Problem: Every record needs to be repeated exactly; its pictures do not.

----- Dataset content

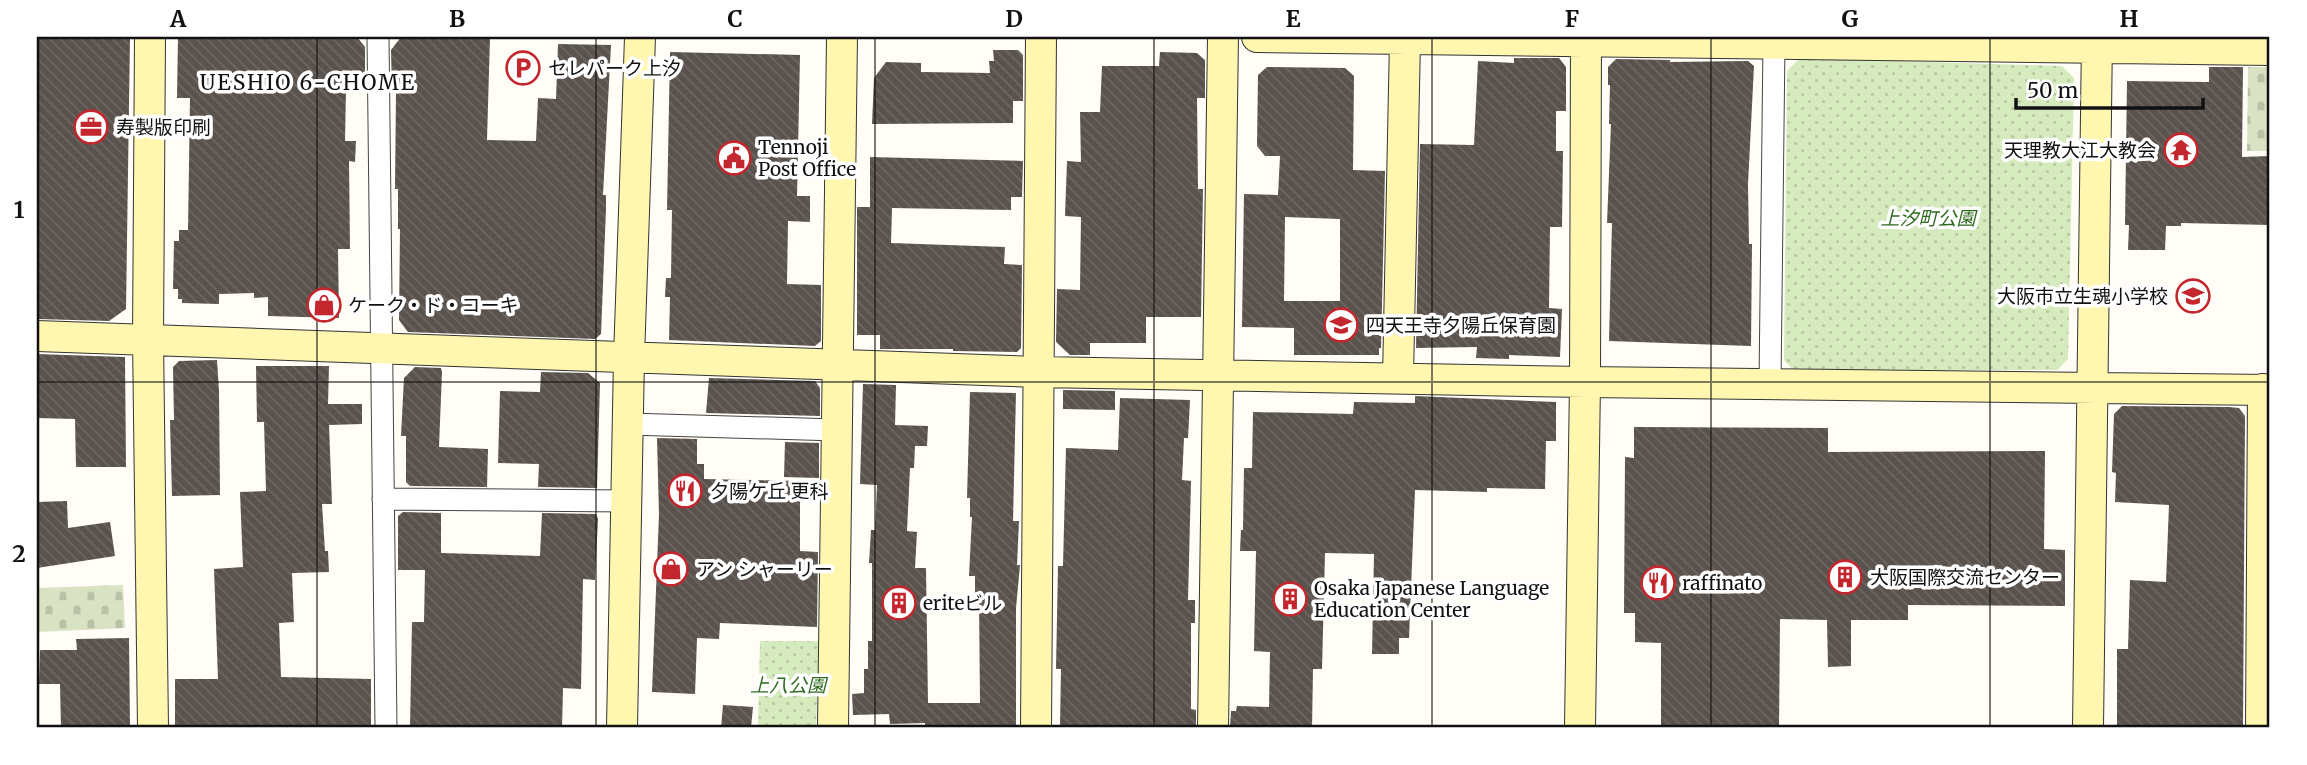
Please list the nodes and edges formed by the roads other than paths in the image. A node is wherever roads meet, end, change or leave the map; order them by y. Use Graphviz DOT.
graph roads {
  1 [pos="150,37"];
  2 [pos="378,37"];
  3 [pos="640,37"];
  4 [pos="842,37"];
  5 [pos="1041,37"];
  6 [pos="1223,37"];
  7 [pos="1257,37"];
  8 [pos="1586,38"];
  9 [pos="1405,40"];
  10 [pos="2097,42"];
  11 [pos="1773,43"];
  12 [pos="2270,50"];
  13 [pos="37,336"];
  14 [pos="148,339"];
  15 [pos="381,350"];
  16 [pos="629,358"];
  17 [pos="838,365"];
  18 [pos="1040,372"];
  19 [pos="1217,375"];
  20 [pos="1398,378"];
  21 [pos="1585,382"];
  22 [pos="1770,384"];
  23 [pos="2091,388"];
  24 [pos="2267,390"];
  25 [pos="628,424"];
  26 [pos="837,430"];
  27 [pos="383,499"];
  28 [pos="627,501"];
  29 [pos="2266,630"];
  30 [pos="153,728"];
  31 [pos="386,728"];
  32 [pos="622,728"];
  33 [pos="833,728"];
  34 [pos="1036,728"];
  35 [pos="1213,728"];
  36 [pos="1580,728"];
  37 [pos="2088,728"];
  38 [pos="2261,728"];
  1 -- 14 [label="street"];
  2 -- 15 [label="street"];
  3 -- 16 [label="street"];
  4 -- 17 [label="street"];
  5 -- 18 [label="street"];
  6 -- 19 [label="street"];
  7 -- 9 [label="street"];
  8 -- 9 [label="street"];
  8 -- 11 [label="street"];
  8 -- 21 [label="street"];
  9 -- 20 [label="street"];
  10 -- 11 [label="street"];
  10 -- 12 [label="street"];
  10 -- 23 [label="street"];
  11 -- 22 [label="street"];
  13 -- 14 [label="street"];
  14 -- 15 [label="street"];
  14 -- 30 [label="street"];
  15 -- 16 [label="street"];
  15 -- 27 [label="street"];
  16 -- 17 [label="street"];
  16 -- 25 [label="street"];
  17 -- 18 [label="street"];
  17 -- 26 [label="street"];
  18 -- 19 [label="street"];
  18 -- 34 [label="street"];
  19 -- 20 [label="street"];
  19 -- 35 [label="street"];
  20 -- 21 [label="street"];
  21 -- 22 [label="street"];
  21 -- 36 [label="street"];
  22 -- 23 [label="street"];
  23 -- 24 [label="street"];
  23 -- 37 [label="street"];
  24 -- 29 [label="street"];
  25 -- 26 [label="street"];
  25 -- 28 [label="street"];
  26 -- 33 [label="street"];
  27 -- 28 [label="street"];
  27 -- 31 [label="street"];
  28 -- 32 [label="street"];
  29 -- 38 [label="street"];
}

----------

Output of the task:
Please list the nodes and edges formed by the roads other than paths in the image. A node is wherever roads meet, end, change or leave the map; order them by y. Use Graphviz DOT.
graph roads {
  1 [pos="150,37"];
  2 [pos="378,37"];
  3 [pos="640,37"];
  4 [pos="842,37"];
  5 [pos="1041,37"];
  6 [pos="1223,37"];
  7 [pos="1257,37"];
  8 [pos="1586,38"];
  9 [pos="1405,40"];
  10 [pos="2097,42"];
  11 [pos="1773,43"];
  12 [pos="2270,50"];
  13 [pos="37,336"];
  14 [pos="148,339"];
  15 [pos="381,350"];
  16 [pos="629,358"];
  17 [pos="838,365"];
  18 [pos="1040,372"];
  19 [pos="1217,375"];
  20 [pos="1398,378"];
  21 [pos="1585,382"];
  22 [pos="1770,384"];
  23 [pos="2091,388"];
  24 [pos="2267,390"];
  25 [pos="628,424"];
  26 [pos="837,430"];
  27 [pos="383,499"];
  28 [pos="627,501"];
  29 [pos="2266,630"];
  30 [pos="153,728"];
  31 [pos="386,728"];
  32 [pos="622,728"];
  33 [pos="833,728"];
  34 [pos="1036,728"];
  35 [pos="1213,728"];
  36 [pos="1580,728"];
  37 [pos="2088,728"];
  38 [pos="2261,728"];
  1 -- 14 [label="street"];
  2 -- 15 [label="street"];
  3 -- 16 [label="street"];
  4 -- 17 [label="street"];
  5 -- 18 [label="street"];
  6 -- 19 [label="street"];
  7 -- 9 [label="street"];
  8 -- 9 [label="street"];
  8 -- 11 [label="street"];
  8 -- 21 [label="street"];
  9 -- 20 [label="street"];
  10 -- 11 [label="street"];
  10 -- 12 [label="street"];
  10 -- 23 [label="street"];
  11 -- 22 [label="street"];
  13 -- 14 [label="street"];
  14 -- 15 [label="street"];
  14 -- 30 [label="street"];
  15 -- 16 [label="street"];
  15 -- 27 [label="street"];
  16 -- 17 [label="street"];
  16 -- 25 [label="street"];
  17 -- 18 [label="street"];
  17 -- 26 [label="street"];
  18 -- 19 [label="street"];
  18 -- 34 [label="street"];
  19 -- 20 [label="street"];
  19 -- 35 [label="street"];
  20 -- 21 [label="street"];
  21 -- 22 [label="street"];
  21 -- 36 [label="street"];
  22 -- 23 [label="street"];
  23 -- 24 [label="street"];
  23 -- 37 [label="street"];
  24 -- 29 [label="street"];
  25 -- 26 [label="street"];
  25 -- 28 [label="street"];
  26 -- 33 [label="street"];
  27 -- 28 [label="street"];
  27 -- 31 [label="street"];
  28 -- 32 [label="street"];
  29 -- 38 [label="street"];
}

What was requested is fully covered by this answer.